The worst known case of a Caulerpa infestation is the northern Mediterranean Sea, where it has smothered the ocean floor from Monaco to Croatia.
In California, officials hope to nip Caulerpa in the bud. That's why biologists have undertaken a program to isolate the organism and treat it with chlorine bleach.
The Caulerpa on the loose in Southern California is thought to be a particularly hardy mutant clone of the organism, possibly introduced into the environment when it was dumped from someone's saltwater aquarium, said Bob Hoffman, Southern California environmental coordinator for the National Marine Fisheries Service.
A multiagency task force has reached out to aquarium hobbyists to alert them to the problem and is asking recreational scuba divers to report where they have and have not seen the Caulerpa.

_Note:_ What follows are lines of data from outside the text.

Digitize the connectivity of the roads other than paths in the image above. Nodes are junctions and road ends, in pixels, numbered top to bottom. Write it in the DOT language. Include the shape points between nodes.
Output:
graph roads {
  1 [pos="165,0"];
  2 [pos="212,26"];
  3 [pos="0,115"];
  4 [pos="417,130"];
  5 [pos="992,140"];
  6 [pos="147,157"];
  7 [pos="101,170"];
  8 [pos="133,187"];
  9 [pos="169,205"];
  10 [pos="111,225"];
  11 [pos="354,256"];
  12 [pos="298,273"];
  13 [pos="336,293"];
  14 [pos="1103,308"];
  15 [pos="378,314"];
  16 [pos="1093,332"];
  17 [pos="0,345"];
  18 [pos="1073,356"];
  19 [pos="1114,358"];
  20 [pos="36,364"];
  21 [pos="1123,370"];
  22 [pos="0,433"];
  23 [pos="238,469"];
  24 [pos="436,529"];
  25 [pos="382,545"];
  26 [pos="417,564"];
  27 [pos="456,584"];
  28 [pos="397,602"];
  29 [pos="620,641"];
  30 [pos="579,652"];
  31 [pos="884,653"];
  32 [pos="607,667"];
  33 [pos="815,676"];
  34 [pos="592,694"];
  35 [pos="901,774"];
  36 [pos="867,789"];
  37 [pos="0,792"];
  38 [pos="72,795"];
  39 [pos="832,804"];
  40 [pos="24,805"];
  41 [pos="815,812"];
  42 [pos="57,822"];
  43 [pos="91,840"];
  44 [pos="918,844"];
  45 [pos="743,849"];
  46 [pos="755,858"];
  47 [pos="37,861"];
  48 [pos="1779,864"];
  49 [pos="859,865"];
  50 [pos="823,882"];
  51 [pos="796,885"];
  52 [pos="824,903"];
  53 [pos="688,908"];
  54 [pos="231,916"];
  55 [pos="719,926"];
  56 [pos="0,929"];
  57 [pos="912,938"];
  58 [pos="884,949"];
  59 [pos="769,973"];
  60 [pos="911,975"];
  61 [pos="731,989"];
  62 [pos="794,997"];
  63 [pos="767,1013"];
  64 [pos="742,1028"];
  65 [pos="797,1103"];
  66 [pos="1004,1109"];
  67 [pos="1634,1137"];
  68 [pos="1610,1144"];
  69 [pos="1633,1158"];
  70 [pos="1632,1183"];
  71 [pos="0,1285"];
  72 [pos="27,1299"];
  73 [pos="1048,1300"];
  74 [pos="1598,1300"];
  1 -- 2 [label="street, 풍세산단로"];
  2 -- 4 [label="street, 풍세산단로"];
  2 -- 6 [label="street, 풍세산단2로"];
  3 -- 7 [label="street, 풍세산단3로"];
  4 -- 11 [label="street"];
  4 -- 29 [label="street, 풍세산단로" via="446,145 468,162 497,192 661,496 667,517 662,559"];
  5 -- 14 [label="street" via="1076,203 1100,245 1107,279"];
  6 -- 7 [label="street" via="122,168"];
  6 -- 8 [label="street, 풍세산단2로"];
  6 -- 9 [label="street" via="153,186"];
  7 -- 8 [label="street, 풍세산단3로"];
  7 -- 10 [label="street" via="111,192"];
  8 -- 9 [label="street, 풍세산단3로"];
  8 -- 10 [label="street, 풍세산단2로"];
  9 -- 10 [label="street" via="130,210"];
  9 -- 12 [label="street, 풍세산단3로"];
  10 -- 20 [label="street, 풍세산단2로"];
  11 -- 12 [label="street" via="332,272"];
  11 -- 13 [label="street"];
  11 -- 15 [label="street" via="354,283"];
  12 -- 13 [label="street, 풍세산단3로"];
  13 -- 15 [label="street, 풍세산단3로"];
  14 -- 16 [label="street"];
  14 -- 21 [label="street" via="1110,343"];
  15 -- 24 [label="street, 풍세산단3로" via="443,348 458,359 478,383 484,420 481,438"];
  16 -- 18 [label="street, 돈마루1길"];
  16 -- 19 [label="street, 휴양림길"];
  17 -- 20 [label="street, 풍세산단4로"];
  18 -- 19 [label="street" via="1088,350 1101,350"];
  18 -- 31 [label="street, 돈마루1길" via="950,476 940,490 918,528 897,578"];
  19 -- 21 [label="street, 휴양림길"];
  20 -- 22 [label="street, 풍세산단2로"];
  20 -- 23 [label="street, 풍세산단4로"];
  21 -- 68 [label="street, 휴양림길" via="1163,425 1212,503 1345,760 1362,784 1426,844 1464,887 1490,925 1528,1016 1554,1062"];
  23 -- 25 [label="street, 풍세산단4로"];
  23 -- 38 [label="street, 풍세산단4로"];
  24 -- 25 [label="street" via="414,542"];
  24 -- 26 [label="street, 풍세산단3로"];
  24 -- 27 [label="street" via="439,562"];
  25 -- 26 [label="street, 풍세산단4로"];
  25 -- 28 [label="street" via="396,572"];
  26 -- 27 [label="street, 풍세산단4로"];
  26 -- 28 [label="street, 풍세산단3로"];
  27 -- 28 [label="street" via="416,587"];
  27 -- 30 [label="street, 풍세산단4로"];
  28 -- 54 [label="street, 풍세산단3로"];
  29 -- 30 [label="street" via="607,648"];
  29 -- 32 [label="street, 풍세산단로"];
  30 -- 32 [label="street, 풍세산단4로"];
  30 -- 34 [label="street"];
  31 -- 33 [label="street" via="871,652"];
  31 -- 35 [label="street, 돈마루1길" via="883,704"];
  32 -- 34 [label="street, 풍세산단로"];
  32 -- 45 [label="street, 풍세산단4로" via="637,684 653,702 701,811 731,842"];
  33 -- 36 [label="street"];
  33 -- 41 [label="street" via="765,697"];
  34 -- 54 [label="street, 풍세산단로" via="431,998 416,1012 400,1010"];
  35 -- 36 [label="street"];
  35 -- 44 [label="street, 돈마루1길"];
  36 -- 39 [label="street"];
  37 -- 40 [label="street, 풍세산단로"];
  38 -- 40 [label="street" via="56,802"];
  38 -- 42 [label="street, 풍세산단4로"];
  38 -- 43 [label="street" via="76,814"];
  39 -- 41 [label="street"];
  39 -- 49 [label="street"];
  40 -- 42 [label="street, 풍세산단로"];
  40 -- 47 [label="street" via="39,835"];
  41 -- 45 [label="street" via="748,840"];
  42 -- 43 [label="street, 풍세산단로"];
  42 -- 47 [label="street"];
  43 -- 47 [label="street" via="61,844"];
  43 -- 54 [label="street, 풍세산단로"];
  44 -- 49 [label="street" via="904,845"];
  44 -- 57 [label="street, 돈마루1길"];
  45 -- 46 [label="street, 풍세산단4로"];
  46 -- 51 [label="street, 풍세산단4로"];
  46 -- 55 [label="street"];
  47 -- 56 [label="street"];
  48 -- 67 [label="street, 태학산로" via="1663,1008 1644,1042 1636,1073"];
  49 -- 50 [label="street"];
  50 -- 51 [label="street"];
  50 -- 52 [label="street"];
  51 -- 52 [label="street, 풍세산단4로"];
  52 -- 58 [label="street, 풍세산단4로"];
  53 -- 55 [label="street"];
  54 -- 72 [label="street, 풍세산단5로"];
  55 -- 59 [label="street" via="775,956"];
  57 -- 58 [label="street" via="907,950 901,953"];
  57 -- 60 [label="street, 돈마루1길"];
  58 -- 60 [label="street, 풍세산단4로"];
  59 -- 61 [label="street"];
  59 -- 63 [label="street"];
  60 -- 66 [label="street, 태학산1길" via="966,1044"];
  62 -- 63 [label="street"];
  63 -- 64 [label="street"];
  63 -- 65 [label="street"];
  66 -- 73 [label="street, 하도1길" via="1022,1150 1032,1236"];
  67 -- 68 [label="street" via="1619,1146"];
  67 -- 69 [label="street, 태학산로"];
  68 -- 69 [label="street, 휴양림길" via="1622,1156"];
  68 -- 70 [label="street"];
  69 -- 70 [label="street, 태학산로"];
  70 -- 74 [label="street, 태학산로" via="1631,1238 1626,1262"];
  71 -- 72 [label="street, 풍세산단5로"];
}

But the main thrust is the upcoming survey by professional divers, who will look at the most likely harbors and other sheltered areas where the algae might have taken root.
The reason for the quick and aggressive response is that this is one invasive marine species that there is a chance of stopping, scientists said.
“In the Mediterranean, most of the scientists consider it an ecological disaster,” said Susan Williams, director of University of California, Davis' Bodega Marine Laboratory.
Williams compared the way Caulerpa overtakes native species on the sea floor with how invasive bamboo replaces a natural rain forest.
For the animals who need to eat native species to live, it's like replacing wheat fields with poison ivy, she said.
“Southern California is not the only place that we might expect it,” said Williams, a professor in environmental science and policy who did her doctoral research on Caulerpa. “It tolerates conditions that we might expect it going into Oregon.”